--- PROBLEM TO SOLVE ---
Type out the records again, exactly as they are.

--- EXERCISE INPUTS ---
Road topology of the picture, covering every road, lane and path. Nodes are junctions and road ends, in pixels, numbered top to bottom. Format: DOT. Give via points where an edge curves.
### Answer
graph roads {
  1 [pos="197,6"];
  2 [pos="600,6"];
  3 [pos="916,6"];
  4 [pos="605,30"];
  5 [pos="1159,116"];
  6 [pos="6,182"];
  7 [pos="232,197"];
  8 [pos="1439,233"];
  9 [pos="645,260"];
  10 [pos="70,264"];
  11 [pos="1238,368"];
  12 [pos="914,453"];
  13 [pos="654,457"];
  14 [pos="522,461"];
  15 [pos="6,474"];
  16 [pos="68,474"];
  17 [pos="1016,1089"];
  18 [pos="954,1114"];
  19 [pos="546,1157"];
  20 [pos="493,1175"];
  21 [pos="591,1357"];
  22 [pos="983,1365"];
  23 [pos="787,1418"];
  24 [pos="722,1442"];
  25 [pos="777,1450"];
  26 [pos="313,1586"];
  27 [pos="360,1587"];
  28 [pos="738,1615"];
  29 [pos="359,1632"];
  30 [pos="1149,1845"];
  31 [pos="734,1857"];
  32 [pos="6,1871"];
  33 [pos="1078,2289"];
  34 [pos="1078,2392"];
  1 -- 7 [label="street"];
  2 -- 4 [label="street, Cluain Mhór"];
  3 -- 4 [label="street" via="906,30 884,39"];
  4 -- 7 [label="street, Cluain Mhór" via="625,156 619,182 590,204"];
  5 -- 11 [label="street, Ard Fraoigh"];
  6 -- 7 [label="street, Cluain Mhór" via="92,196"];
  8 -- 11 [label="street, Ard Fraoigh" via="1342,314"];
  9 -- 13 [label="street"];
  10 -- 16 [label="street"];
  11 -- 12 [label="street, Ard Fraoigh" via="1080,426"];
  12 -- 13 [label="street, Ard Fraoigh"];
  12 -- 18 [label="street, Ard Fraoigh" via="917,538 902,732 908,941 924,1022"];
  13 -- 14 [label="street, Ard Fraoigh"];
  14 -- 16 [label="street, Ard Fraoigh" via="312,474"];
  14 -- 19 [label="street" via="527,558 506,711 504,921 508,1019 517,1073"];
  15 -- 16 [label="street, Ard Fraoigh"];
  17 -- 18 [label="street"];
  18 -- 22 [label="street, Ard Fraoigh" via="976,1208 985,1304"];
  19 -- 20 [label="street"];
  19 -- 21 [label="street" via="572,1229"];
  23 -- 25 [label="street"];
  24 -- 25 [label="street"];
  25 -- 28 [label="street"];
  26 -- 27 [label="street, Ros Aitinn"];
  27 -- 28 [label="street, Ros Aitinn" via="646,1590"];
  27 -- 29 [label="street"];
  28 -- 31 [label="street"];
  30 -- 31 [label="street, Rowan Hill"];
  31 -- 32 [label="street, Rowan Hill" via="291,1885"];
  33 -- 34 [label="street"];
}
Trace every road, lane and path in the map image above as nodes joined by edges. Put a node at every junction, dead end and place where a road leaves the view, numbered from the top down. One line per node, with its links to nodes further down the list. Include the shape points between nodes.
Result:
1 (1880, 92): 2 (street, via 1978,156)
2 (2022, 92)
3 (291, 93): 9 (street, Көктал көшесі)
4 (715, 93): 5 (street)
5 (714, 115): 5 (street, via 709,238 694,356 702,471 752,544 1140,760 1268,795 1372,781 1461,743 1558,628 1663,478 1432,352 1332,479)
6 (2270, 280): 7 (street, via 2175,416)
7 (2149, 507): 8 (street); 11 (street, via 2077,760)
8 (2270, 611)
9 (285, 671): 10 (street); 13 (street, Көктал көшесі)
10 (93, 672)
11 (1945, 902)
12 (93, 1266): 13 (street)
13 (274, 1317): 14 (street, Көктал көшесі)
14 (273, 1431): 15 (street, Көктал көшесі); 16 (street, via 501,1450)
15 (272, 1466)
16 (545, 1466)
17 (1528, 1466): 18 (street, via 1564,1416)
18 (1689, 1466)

--- TASK OUTPUT ---
Road topology of the picture, covering every road, lane and path. Nodes are junctions and road ends, in pixels, numbered top to bottom. Format: DOT. Give via points where an edge curves.
### Answer
graph roads {
  1 [pos="197,6"];
  2 [pos="600,6"];
  3 [pos="916,6"];
  4 [pos="605,30"];
  5 [pos="1159,116"];
  6 [pos="6,182"];
  7 [pos="232,197"];
  8 [pos="1439,233"];
  9 [pos="645,260"];
  10 [pos="70,264"];
  11 [pos="1238,368"];
  12 [pos="914,453"];
  13 [pos="654,457"];
  14 [pos="522,461"];
  15 [pos="6,474"];
  16 [pos="68,474"];
  17 [pos="1016,1089"];
  18 [pos="954,1114"];
  19 [pos="546,1157"];
  20 [pos="493,1175"];
  21 [pos="591,1357"];
  22 [pos="983,1365"];
  23 [pos="787,1418"];
  24 [pos="722,1442"];
  25 [pos="777,1450"];
  26 [pos="313,1586"];
  27 [pos="360,1587"];
  28 [pos="738,1615"];
  29 [pos="359,1632"];
  30 [pos="1149,1845"];
  31 [pos="734,1857"];
  32 [pos="6,1871"];
  33 [pos="1078,2289"];
  34 [pos="1078,2392"];
  1 -- 7 [label="street"];
  2 -- 4 [label="street, Cluain Mhór"];
  3 -- 4 [label="street" via="906,30 884,39"];
  4 -- 7 [label="street, Cluain Mhór" via="625,156 619,182 590,204"];
  5 -- 11 [label="street, Ard Fraoigh"];
  6 -- 7 [label="street, Cluain Mhór" via="92,196"];
  8 -- 11 [label="street, Ard Fraoigh" via="1342,314"];
  9 -- 13 [label="street"];
  10 -- 16 [label="street"];
  11 -- 12 [label="street, Ard Fraoigh" via="1080,426"];
  12 -- 13 [label="street, Ard Fraoigh"];
  12 -- 18 [label="street, Ard Fraoigh" via="917,538 902,732 908,941 924,1022"];
  13 -- 14 [label="street, Ard Fraoigh"];
  14 -- 16 [label="street, Ard Fraoigh" via="312,474"];
  14 -- 19 [label="street" via="527,558 506,711 504,921 508,1019 517,1073"];
  15 -- 16 [label="street, Ard Fraoigh"];
  17 -- 18 [label="street"];
  18 -- 22 [label="street, Ard Fraoigh" via="976,1208 985,1304"];
  19 -- 20 [label="street"];
  19 -- 21 [label="street" via="572,1229"];
  23 -- 25 [label="street"];
  24 -- 25 [label="street"];
  25 -- 28 [label="street"];
  26 -- 27 [label="street, Ros Aitinn"];
  27 -- 28 [label="street, Ros Aitinn" via="646,1590"];
  27 -- 29 [label="street"];
  28 -- 31 [label="street"];
  30 -- 31 [label="street, Rowan Hill"];
  31 -- 32 [label="street, Rowan Hill" via="291,1885"];
  33 -- 34 [label="street"];
}
Trace every road, lane and path in the map image above as nodes joined by edges. Put a node at every junction, dead end and place where a road leaves the view, numbered from the top down. One line per node, with its links to nodes further down the list. Include the shape points between nodes.
Result:
1 (1880, 92): 2 (street, via 1978,156)
2 (2022, 92)
3 (291, 93): 9 (street, Көктал көшесі)
4 (715, 93): 5 (street)
5 (714, 115): 5 (street, via 709,238 694,356 702,471 752,544 1140,760 1268,795 1372,781 1461,743 1558,628 1663,478 1432,352 1332,479)
6 (2270, 280): 7 (street, via 2175,416)
7 (2149, 507): 8 (street); 11 (street, via 2077,760)
8 (2270, 611)
9 (285, 671): 10 (street); 13 (street, Көктал көшесі)
10 (93, 672)
11 (1945, 902)
12 (93, 1266): 13 (street)
13 (274, 1317): 14 (street, Көктал көшесі)
14 (273, 1431): 15 (street, Көктал көшесі); 16 (street, via 501,1450)
15 (272, 1466)
16 (545, 1466)
17 (1528, 1466): 18 (street, via 1564,1416)
18 (1689, 1466)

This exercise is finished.